Apply initial centroids on Spark Kmeans workload. #187

pfxuan · 2016-03-30T15:28:59Z

This PR makes HiBench hold the same convergence condition on both MapReduce and Spark benchmarks. Otherwise, Spark will use scalable K-means++ as default implementation, which results a huge computational cost and make Spark Kmeans performance totally incomparable with MapReduce. e.g. the existing Spark Kmeans performance is actually lower than MapReduce benchmark with a same problem size. As a comparison, the improved version enable Spark to achieve >4 speedups using 2 iterations.

… hold the same convergence condition on both MapReduce and Spark benchmark.

carsonwang · 2016-03-31T04:02:01Z

cc @hqzizania

hqzizania · 2016-04-10T16:23:16Z

src/sparkbench/src/main/java/org/apache/spark/examples/mllib/JavaKMeans.java

+        .setK(k)
+        .setMaxIterations(iterations)
+        .setRuns(runs)
+        .setInitialModel(initModel)


Why not use KMeans.RANDOM? What is the difference?

KMeans.RANDOM is from Spark MLLib and KMeans.setInitialModel shares the initial centroids generated by HiBench GenKMeansDataset. To get a meaningful comparison, we have to pick one of approaches and apply it on both of MapReduce and Spark benchmarks.

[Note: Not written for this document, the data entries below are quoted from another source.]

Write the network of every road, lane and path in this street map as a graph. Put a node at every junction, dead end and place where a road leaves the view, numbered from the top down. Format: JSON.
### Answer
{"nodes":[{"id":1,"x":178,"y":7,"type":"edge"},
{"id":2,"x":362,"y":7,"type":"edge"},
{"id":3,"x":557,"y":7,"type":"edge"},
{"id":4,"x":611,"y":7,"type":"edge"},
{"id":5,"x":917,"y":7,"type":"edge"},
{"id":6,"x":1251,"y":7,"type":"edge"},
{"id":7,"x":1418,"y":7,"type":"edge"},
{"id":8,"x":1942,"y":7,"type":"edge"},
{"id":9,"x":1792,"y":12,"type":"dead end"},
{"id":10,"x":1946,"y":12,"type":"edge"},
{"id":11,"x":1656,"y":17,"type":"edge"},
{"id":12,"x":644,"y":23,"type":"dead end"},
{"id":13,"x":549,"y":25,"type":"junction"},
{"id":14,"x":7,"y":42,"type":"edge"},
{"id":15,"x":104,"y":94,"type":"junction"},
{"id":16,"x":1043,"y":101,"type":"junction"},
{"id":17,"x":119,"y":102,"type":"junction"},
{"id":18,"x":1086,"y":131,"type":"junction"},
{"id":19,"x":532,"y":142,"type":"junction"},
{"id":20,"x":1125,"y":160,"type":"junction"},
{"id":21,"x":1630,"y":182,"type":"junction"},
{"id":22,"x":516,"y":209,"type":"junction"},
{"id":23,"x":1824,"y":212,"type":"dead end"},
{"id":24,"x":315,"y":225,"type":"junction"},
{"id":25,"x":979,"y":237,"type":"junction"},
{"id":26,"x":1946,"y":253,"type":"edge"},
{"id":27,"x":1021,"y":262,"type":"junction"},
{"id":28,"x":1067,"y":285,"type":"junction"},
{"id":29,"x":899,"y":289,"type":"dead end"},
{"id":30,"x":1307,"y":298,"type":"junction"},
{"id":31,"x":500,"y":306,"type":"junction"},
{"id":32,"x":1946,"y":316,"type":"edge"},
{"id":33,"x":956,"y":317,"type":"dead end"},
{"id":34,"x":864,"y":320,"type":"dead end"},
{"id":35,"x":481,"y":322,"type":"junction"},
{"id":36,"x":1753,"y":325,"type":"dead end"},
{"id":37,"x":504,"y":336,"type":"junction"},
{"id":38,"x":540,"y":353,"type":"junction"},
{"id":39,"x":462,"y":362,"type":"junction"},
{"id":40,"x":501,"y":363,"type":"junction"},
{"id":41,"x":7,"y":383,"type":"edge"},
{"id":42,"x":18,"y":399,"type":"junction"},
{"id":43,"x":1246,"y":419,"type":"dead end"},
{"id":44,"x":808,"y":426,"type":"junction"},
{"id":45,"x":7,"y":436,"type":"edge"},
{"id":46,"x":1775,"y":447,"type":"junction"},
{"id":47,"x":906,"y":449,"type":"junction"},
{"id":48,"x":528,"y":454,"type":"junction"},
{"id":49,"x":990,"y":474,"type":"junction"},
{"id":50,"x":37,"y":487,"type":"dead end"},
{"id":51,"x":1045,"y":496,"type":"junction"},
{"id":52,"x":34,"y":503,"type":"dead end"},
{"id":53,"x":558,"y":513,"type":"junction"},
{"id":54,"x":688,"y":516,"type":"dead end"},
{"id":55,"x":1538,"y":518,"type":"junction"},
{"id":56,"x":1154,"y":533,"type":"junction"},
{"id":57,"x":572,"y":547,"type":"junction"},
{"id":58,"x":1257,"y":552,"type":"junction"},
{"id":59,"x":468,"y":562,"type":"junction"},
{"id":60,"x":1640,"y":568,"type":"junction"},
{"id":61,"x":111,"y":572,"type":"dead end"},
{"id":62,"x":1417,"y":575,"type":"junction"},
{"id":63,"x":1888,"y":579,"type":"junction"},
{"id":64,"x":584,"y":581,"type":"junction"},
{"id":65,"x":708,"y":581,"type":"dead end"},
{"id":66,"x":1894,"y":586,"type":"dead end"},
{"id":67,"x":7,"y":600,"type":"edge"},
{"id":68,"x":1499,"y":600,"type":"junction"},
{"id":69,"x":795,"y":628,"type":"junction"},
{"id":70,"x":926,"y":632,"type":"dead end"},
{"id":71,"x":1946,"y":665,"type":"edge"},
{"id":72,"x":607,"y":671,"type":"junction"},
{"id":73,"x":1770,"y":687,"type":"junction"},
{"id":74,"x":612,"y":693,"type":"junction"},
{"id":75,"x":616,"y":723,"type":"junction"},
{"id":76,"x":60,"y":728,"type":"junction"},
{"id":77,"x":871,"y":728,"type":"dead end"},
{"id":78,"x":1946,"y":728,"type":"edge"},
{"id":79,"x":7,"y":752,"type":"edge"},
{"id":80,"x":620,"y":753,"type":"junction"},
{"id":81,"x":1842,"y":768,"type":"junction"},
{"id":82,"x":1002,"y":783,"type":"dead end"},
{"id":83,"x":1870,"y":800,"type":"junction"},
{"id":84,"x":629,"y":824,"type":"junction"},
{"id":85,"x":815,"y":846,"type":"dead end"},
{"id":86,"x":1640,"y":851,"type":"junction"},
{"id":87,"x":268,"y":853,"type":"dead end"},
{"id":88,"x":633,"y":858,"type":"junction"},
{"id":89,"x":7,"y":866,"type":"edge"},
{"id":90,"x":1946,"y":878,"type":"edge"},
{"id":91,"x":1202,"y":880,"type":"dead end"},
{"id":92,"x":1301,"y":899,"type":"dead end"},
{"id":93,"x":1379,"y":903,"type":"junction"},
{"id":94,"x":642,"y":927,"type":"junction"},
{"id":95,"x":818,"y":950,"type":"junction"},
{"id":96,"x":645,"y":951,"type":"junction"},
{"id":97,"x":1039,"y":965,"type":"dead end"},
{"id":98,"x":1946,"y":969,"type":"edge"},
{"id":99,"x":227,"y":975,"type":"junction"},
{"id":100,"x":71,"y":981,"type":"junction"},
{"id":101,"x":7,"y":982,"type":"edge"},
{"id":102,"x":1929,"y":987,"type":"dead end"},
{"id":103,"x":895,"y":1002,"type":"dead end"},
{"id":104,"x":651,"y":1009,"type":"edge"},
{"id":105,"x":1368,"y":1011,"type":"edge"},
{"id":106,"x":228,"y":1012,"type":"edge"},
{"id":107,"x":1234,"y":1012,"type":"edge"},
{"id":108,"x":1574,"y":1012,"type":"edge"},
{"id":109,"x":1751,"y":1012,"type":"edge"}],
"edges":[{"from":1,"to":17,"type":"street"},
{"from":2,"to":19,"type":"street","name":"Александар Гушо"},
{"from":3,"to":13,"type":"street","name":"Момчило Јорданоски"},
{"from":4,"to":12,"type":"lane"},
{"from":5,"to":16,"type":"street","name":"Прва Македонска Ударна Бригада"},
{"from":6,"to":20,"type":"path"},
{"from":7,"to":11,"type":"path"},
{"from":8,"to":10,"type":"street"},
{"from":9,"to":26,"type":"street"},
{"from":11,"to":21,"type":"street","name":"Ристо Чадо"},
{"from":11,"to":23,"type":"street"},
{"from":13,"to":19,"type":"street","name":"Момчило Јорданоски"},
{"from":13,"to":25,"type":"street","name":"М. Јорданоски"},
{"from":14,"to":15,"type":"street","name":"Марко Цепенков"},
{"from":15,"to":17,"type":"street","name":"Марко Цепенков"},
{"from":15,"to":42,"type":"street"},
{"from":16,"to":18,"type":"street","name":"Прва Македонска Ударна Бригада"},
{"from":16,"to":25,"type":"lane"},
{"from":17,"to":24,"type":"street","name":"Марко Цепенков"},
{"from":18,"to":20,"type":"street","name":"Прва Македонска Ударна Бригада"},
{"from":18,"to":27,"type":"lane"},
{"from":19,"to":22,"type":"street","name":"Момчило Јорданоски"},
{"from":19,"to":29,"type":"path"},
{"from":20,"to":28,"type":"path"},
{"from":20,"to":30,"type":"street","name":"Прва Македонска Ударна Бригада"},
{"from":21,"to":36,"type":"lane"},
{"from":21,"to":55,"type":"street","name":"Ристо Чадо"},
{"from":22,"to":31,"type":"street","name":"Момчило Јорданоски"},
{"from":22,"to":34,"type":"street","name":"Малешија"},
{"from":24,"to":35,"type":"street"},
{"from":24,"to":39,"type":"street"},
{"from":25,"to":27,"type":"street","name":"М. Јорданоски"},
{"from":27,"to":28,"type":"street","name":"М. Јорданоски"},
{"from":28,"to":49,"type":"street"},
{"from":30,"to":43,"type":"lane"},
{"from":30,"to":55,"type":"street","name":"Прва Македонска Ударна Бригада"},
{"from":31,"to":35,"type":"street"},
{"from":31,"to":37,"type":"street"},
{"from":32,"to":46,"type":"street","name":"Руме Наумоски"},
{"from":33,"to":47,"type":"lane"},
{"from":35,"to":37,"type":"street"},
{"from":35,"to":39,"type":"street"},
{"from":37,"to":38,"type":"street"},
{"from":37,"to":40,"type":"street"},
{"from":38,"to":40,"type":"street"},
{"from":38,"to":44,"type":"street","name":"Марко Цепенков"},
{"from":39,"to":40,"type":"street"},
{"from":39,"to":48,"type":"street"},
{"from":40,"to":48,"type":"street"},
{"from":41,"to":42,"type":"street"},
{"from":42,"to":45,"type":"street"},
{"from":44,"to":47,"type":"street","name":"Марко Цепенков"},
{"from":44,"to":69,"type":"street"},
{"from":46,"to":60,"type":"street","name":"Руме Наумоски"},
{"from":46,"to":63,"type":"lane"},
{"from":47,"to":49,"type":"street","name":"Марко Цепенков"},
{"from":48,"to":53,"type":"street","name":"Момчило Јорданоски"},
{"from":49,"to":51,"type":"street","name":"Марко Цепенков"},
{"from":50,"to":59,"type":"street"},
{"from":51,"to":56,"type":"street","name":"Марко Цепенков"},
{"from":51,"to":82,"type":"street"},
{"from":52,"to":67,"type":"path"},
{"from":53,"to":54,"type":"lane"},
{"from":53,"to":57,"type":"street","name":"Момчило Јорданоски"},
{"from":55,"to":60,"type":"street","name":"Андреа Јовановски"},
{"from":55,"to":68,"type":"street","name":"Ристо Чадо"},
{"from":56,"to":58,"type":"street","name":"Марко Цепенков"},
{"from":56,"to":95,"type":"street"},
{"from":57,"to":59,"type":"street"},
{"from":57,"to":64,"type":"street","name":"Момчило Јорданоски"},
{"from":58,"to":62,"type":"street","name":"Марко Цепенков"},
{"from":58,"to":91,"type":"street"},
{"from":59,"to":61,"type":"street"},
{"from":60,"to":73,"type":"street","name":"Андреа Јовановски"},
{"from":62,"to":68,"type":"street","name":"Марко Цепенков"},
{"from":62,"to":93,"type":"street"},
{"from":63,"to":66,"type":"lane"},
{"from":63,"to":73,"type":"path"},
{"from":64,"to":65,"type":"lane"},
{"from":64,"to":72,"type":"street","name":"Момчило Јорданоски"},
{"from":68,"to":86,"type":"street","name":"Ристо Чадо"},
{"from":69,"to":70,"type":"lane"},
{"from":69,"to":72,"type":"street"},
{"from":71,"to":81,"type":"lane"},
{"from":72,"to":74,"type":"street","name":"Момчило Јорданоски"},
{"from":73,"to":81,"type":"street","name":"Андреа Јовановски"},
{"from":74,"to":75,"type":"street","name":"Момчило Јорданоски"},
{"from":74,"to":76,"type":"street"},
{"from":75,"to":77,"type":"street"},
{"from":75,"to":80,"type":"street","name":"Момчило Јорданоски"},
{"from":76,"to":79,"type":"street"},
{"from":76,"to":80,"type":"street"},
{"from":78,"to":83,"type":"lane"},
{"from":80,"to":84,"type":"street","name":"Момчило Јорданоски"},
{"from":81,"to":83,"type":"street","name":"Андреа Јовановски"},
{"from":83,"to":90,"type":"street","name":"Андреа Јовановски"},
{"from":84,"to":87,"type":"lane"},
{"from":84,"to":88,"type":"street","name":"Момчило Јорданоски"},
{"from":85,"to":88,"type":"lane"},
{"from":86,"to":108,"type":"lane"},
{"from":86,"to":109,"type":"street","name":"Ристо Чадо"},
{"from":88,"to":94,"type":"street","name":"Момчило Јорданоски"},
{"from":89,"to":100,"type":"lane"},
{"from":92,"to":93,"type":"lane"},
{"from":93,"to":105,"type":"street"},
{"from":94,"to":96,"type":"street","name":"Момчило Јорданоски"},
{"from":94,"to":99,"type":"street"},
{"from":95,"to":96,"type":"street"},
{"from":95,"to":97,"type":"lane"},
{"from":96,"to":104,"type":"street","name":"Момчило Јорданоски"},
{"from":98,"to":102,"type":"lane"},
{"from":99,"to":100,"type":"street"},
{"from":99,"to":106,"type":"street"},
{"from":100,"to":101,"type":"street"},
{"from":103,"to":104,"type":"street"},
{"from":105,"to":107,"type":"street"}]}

In this PR, we select the latter approach, HiBench GenKMeansDataset, to generate the random centroids based-on normal (Gaussian) distribution.

Ye, the random centroids would be generated by takeSample without a normal distribution in Spark Kmeans even if KMeans.RANDOM is used. If getting a meaningful comparison between MapReduce and Spark benchmarks is the core value of HiBench, I agree with your approach, it looks like not enough for the performance of Spark K-Means algorithm implementation by itself though. @carsonwang

if k != number of centroids in initiModel, Spark KMeans will throw exception:
Exception in thread "main" java.lang.IllegalArgumentException: requirement failed: mismatched cluster count

@hqzizania, this should be an expected behavior. If Spark KMeans uses HiBench generated initial model, the parameter k must has the matched value as defined in the initiModel.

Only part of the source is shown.